3. Define a type of dependence. They can be direct or the return. How to define a look? If the proportion submits to the rule "the more, the it is more", so dependence direct. If on the contrary, "the more, the inverse relation is less", so.
4. Put arrows from edges of your table according to a type of dependence. You remember: the arrow is directed towards increase.
5. Using the table, make a proportion.
6. Solve a proportion.
7. Now we will sort two examples on different type of dependence. Task 1. 8 arshins of cloth cost 30 rubles. How much are 16 arshins of this cloth? 1) Unknown - cost is 16 arshins of cloth. Let's designate it for x. 2) Let's make the table: 8 arshins of 30 rubles of 16 arshins x river 3) we Will define a type of dependence. We argue so: the more we will buy cloth, the more we will pay. Therefore, dependence direct.4) we Will put arrows in the table: ^ 8 arshins of 30 rubles ^ | 16 arshins x river | 5) We will make a proportion: 8/16=30/xx=60 river. Answer: the cost of 16 arshins of cloth is 60 rubles.

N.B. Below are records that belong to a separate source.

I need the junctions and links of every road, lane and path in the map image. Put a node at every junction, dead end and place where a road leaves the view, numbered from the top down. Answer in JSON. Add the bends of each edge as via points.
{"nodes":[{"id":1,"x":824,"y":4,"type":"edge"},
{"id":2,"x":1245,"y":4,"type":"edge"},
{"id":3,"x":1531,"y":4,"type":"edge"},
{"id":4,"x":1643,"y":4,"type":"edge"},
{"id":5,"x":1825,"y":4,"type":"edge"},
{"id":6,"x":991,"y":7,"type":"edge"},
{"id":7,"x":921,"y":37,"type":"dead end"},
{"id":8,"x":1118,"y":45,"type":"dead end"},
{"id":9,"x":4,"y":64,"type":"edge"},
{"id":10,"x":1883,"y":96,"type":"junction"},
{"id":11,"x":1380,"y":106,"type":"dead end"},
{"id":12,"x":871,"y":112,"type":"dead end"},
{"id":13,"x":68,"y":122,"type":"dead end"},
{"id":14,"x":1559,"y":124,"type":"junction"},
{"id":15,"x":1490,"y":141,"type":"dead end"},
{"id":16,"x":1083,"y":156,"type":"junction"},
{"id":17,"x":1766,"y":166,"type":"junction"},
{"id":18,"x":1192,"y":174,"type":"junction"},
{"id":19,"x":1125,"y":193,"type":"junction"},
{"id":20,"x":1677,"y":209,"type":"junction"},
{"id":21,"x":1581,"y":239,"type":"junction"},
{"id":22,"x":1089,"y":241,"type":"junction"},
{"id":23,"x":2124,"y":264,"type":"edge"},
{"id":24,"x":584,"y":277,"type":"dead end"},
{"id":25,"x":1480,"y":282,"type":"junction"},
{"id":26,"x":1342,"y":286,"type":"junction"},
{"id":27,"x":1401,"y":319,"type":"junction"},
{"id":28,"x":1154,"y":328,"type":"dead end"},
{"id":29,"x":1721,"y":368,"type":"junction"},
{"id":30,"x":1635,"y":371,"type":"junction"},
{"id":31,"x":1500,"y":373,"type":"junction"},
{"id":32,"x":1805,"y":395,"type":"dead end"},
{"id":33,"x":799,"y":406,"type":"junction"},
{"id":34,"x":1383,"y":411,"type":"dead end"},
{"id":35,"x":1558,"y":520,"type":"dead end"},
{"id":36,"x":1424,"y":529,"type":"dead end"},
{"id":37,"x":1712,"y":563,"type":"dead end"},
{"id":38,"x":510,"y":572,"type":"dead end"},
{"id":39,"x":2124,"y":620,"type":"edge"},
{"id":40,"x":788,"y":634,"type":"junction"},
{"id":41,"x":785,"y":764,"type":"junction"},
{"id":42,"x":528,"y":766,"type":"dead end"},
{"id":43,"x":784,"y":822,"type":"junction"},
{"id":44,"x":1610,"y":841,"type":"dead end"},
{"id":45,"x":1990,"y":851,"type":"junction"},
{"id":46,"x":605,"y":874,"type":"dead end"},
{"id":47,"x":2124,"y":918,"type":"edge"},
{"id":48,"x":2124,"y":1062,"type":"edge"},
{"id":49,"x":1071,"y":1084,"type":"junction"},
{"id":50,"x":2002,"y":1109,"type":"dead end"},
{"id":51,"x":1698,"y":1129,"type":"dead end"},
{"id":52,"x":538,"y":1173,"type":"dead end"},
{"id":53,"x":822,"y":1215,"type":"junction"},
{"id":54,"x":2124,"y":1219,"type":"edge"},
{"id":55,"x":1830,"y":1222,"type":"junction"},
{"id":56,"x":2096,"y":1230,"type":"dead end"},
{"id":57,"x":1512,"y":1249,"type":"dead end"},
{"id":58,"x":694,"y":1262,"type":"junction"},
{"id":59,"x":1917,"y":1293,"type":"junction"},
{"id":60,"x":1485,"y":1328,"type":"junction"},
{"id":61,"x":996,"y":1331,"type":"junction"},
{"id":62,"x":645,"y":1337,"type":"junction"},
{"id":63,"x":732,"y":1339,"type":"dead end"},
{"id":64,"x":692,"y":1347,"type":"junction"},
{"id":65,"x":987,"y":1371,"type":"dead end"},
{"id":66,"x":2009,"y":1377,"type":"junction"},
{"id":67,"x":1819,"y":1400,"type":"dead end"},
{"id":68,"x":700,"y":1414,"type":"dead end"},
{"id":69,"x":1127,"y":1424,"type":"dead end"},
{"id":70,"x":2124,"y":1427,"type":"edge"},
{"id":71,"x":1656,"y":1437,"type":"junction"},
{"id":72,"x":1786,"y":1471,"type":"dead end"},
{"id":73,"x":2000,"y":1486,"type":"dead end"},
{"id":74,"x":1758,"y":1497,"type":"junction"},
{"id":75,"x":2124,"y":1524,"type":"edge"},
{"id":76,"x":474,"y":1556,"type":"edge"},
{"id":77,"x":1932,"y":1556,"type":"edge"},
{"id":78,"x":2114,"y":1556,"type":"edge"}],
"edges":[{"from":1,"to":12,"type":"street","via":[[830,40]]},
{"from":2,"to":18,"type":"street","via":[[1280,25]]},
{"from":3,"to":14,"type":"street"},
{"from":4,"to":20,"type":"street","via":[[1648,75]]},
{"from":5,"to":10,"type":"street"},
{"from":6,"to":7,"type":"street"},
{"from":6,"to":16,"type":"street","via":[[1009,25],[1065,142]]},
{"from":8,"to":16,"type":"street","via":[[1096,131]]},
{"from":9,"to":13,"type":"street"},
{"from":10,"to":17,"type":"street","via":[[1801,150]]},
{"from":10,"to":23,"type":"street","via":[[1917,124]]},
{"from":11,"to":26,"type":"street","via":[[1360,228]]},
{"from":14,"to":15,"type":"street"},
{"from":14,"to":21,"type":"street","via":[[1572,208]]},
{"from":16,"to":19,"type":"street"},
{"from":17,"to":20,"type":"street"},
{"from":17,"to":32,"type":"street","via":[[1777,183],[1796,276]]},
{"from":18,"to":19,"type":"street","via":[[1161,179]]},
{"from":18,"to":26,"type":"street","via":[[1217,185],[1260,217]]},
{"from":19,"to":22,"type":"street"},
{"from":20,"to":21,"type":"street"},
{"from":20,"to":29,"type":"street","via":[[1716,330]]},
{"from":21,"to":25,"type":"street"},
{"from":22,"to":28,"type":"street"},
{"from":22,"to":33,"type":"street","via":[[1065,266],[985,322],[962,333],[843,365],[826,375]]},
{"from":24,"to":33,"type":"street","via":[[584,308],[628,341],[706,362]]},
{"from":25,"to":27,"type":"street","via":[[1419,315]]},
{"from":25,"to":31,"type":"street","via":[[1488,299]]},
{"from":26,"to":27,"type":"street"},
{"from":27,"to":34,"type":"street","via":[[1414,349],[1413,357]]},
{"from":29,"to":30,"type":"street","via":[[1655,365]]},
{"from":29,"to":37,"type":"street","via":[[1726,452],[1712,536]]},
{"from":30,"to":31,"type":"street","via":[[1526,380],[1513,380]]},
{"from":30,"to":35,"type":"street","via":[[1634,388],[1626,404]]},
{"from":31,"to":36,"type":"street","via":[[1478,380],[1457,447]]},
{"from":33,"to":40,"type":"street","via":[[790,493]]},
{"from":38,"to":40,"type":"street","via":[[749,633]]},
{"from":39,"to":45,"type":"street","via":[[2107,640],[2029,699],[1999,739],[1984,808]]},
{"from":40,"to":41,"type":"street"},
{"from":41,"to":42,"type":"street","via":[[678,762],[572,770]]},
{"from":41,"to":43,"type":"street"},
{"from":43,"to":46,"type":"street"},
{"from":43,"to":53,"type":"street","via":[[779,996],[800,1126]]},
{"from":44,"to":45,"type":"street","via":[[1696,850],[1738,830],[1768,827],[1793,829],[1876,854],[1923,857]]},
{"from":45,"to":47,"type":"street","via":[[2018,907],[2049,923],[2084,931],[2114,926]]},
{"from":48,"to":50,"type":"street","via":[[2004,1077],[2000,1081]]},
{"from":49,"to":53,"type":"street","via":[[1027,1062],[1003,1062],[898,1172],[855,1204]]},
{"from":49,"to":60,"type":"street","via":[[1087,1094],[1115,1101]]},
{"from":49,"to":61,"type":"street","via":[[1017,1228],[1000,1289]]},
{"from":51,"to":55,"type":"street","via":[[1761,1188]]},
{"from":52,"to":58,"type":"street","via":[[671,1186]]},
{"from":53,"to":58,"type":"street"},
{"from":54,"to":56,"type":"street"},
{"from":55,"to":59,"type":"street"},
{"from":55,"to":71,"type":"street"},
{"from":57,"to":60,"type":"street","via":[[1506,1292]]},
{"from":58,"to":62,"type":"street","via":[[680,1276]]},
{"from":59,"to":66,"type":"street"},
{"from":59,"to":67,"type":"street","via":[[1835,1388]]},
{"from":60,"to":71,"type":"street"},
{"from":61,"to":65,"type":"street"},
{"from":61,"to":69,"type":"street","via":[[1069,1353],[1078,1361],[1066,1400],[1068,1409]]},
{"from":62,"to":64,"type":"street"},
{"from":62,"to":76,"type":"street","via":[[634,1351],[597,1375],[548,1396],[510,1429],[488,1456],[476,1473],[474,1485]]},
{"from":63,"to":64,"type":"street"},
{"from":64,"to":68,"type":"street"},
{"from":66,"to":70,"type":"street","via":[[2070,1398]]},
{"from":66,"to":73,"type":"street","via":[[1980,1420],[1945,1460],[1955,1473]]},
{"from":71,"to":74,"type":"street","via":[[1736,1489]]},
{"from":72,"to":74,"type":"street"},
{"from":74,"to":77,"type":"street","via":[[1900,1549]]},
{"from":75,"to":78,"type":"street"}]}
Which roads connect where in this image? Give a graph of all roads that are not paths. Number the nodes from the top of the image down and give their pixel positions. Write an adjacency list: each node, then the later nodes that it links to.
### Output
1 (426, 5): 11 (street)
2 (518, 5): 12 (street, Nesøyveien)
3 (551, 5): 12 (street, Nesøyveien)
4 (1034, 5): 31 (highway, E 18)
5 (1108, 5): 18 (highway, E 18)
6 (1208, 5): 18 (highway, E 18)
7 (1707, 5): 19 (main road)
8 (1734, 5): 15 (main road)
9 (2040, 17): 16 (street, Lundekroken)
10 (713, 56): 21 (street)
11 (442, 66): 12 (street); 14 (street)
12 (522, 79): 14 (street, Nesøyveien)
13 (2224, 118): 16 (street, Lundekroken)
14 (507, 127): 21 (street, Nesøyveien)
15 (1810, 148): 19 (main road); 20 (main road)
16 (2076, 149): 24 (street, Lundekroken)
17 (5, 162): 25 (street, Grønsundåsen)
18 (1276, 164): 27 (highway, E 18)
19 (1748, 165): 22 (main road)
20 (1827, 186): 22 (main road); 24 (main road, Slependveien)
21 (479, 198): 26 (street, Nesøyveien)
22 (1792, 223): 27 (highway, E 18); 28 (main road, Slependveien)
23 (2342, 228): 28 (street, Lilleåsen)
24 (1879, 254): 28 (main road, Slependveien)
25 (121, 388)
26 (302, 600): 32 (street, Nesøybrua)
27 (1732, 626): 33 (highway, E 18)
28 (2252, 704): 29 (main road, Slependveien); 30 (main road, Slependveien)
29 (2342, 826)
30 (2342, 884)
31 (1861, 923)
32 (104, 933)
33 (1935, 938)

8. Task 2. The motorist noticed that with a speed of 60 km/h he passed the bridge across the river for 40 pages. On the way back it passed the bridge for 30 pages. Determine car speed on the way back. 1) Unknown - car speed on the way back. 2) Let's make the table: 60km/Part 40 sx in km/h 30 s3) we Will define a type of dependence. The more speed, the quicker the motorist will pass the bridge. Therefore, inverse relation. 4) Let's make a proportion. In case of inverse relation there is a small cunning here: one of columns of the table needs to be turned. In our case the following proportion will turn out: 60/x=30/40x=80 km / chotvet: back on the bridge the motorist speeded at 80 km/h.